Genetically determined severe and persistent mental illness strikes late in adolescence or early adult life, disrupting education, employment and social relationships made worse by stigma and discrimination. It is the archetypal “pre-existing condition” insurance companies decline to cover. Even after Congress passed “parity” legislation in 2006 it failed to define what that meant so that insurance companies continued to subject mental illnesses to deductibles, co-pays and denials.
State and Federal programs for the indigent and disabled are denied benefits almost routinely on the first or second application and treatment is paid poorly if they were reluctantly granted.
Not surprisingly many psychiatrists declined to accept a majority of patients with severe mental illness who had no or inadequate health insurance. Some of the “not for profit” hospital corporations also restricted or closed psychiatric services justifed by the administrative mantra, “No margin, No mission).
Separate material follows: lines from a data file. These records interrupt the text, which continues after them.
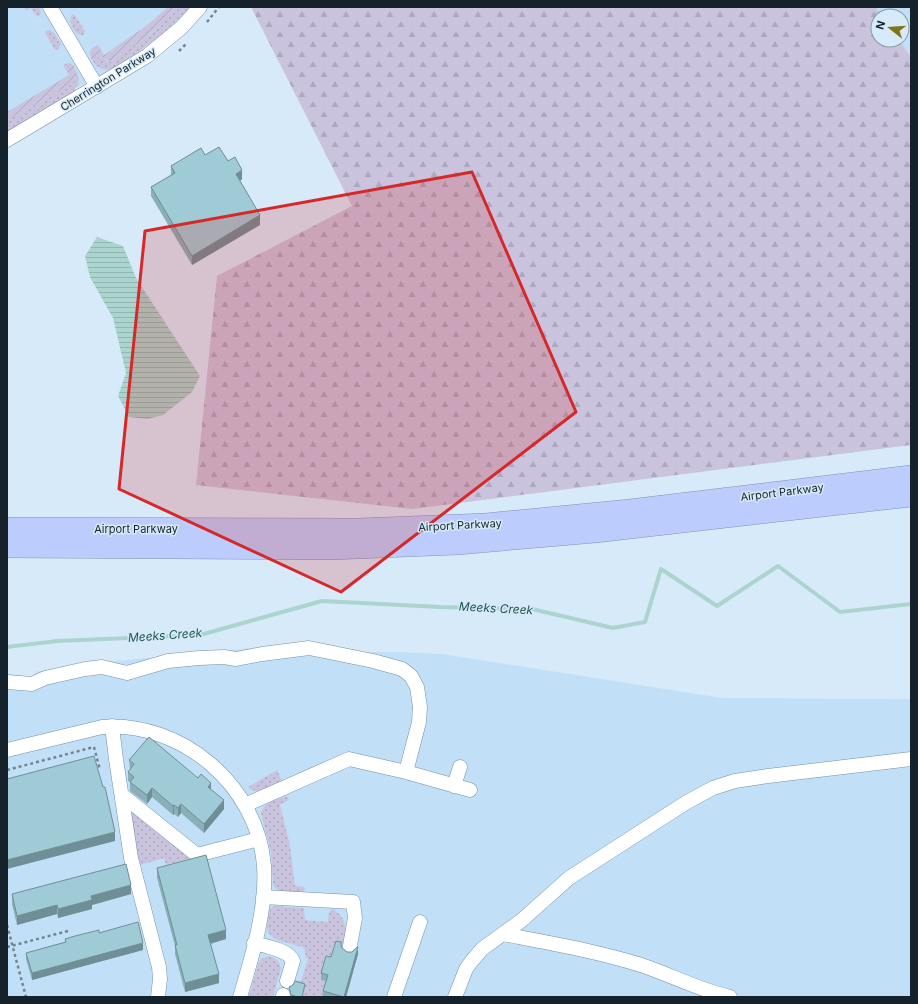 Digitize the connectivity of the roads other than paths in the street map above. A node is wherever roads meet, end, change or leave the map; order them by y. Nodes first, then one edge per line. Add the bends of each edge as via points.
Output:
1 (50, 7) edge
2 (200, 7) edge
3 (97, 87) junction
4 (7, 140) edge
5 (911, 476) edge
6 (911, 496) edge
7 (7, 528) edge
8 (7, 547) edge
9 (7, 682) edge
10 (112, 726) junction
11 (7, 750) edge
12 (911, 759) edge
13 (460, 767) dead end
14 (406, 772) junction
15 (454, 786) junction
16 (470, 790) dead end
17 (122, 795) junction
18 (245, 806) junction
19 (259, 839) junction
20 (263, 897) junction
21 (420, 922) dead end
22 (503, 934) junction
23 (254, 942) junction
24 (348, 951) edge
25 (287, 981) dead end
26 (158, 997) edge
27 (240, 997) edge
28 (394, 997) edge
29 (455, 997) edge
30 (730, 997) edge

1 - 3 street
2 - 3 street, Cherrington Parkway via 158,48
3 - 4 street, Cherrington Parkway
5 - 7 highway, Airport Parkway via 630,510 486,524 359,529
6 - 8 highway, Airport Parkway via 595,532 457,544 331,549
9 - 14 street via 32,684 44,678 85,669 102,667 127,672 168,662 199,658 236,658 309,648 373,661 402,668 417,686 419,722
10 - 11 street via 83,730
10 - 17 street
10 - 18 street via 156,732 183,745 222,775 232,785
12 - 22 street via 735,781 713,788 569,878
13 - 15 street
14 - 15 street
14 - 18 street via 349,759
15 - 16 street
17 - 19 street via 197,855
17 - 26 street via 132,858 159,967
18 - 19 street
19 - 20 street via 264,866
20 - 23 street
20 - 24 street via 353,902 355,918
21 - 28 street
22 - 29 street via 482,949 471,962
22 - 30 street via 608,955
23 - 25 street via 291,956 293,961
23 - 27 street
Two contemporary events may ameliorate this gloomy scenario. This month the Federal Government has belatedly defined what is meant by “parity” of treatment for mental and medical conditions. It remains to be seen if the insurance companies will continue to “game the system”. Secondly, the Affordable Health Care Act will hopefully provide adequate coverage via defined benefits and financial subsidies for this long neglected population of citizens who suffer from severe and persistent mental illness.